Furthermore, we would like to set current AI development practices in the context of a widely-used data science methodology called Cross Industry Standard Process for Data Mining (CRISP-DM) [9, 13, 17]. In CRISP-DM, one starts with a business or societal goal in the real world. By making a set of assumptions, said goal is translated into a modelling goal within the limits of available data. After the data are collected and prepared, the model is optimized and tested on the available data. That is, the data that represents the historical way of working, including assumptions on missing information. After a satisfactory performance is measured in the historical data set, CRISP-DM suggests an evaluation step to gauge the effectiveness of the application in the real world. In most cases this results in doing a pilot. Referring back to the JRC report, we state that this evaluation step is often taken too early as discovering critical issues while impacting citizens is undesirable. We state that the evaluation step in CRISP-DM needs a prior effort to safely establish a realistic benchmark as well as to facilitate a critical reflection on the data and the goal translation.

Our proposed random sample adds a pre-pilot evaluation phase that makes the assessments of effectiveness and risks more concrete and objective. It allows to evaluate and compare alternatives on high quality data. Only after such diligent considerations can public organisations decide whether the potential impact of running a pilot is desirable.

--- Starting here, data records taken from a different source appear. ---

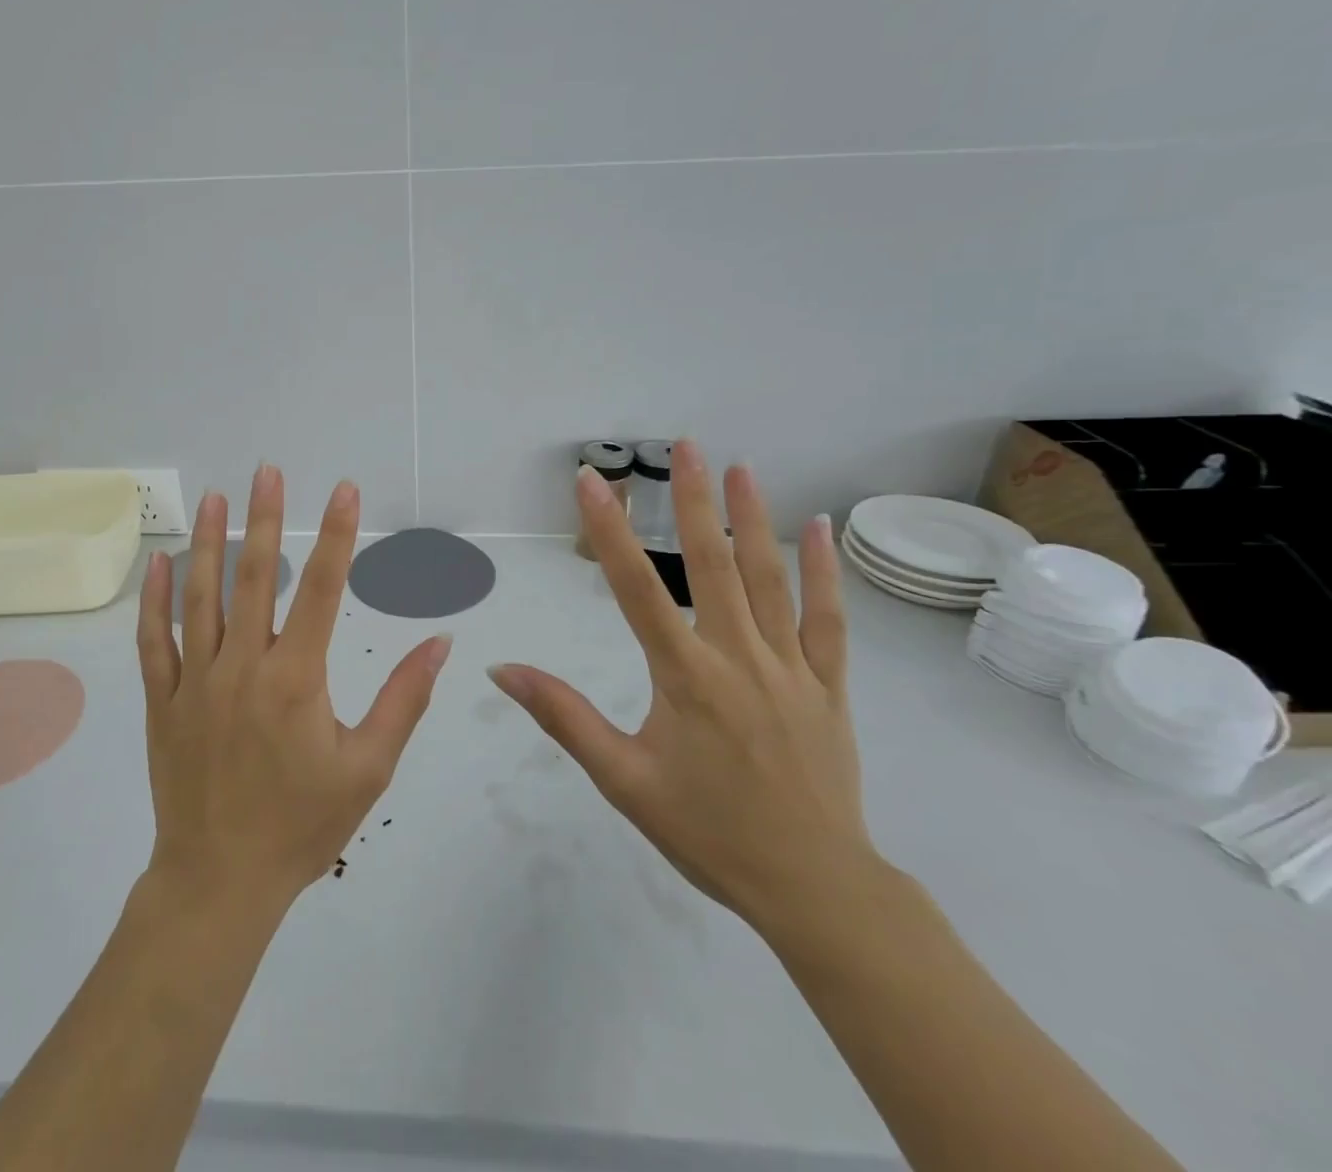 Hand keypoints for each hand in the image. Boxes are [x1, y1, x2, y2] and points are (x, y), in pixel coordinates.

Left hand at [136, 465, 452, 912]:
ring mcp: (194, 681)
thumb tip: (440, 642)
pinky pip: (153, 641)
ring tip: (213, 498)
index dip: (335, 535)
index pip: (320, 589)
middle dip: (264, 518)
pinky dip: (154, 600)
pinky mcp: (161, 702)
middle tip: (266, 471)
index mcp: (295, 679)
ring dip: (206, 543)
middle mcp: (242, 667)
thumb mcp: (369, 767)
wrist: (220, 882)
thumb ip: (403, 698)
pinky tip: (157, 564)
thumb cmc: (302, 826)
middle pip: (253, 577)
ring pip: (199, 597)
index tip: (343, 490)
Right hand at [487, 440, 879, 940]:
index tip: (592, 481)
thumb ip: (564, 718)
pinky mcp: (828, 686)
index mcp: (685, 676)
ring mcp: (790, 668)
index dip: (609, 531)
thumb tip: (503, 672)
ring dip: (753, 519)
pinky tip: (821, 528)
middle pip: (712, 565)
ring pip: (770, 580)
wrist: (813, 887)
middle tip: (685, 445)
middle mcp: (738, 657)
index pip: (635, 589)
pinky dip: (824, 572)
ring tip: (741, 467)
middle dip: (693, 500)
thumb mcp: (623, 780)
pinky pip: (828, 619)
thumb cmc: (708, 832)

3 Fictional Use Case for Illustration of Arguments

In practice we see many governmental organisations, such as inspectorates and municipalities working on risk-models to identify and prioritize cases (organisations or individuals) for inspection in order to make their inspections more effective [8]. The expected positive impact is to make more effective use of the capacity of inspectors, to reduce the impact on compliant organisations/citizens and to increase compliance in general. Such risk-models can be considered high-risk AI applications, because the outcomes may influence whether or not an individual or organisation will receive an essential public service, which has direct economic and/or social consequences.

Here we propose a hypothetical case as a running example. It considers an organisation that is piloting a risk-model to prioritize inspections to detect fraud by social welfare recipients. Inspectors of the organisation use the outcomes of the AI system to determine which recipients to inspect first. The risk-model is trained on data representing the current way of working (before adoption of AI). Here choices for whom to inspect were based on earlier insights of inspectors or warning signs of fraudulent behavior such as a suspicious neighbour. We would like to emphasize that with the choice of this example we do not argue that AI should or should not be used for the detection of this type of fraud. We choose this setting for relatability, due to the numerous examples of AI adoption for this purpose. We also choose this High Risk setting to underline that such cases in particular need safe experimentation and critical reflection before deciding whether the AI system should be adopted in operation, albeit in a pilot.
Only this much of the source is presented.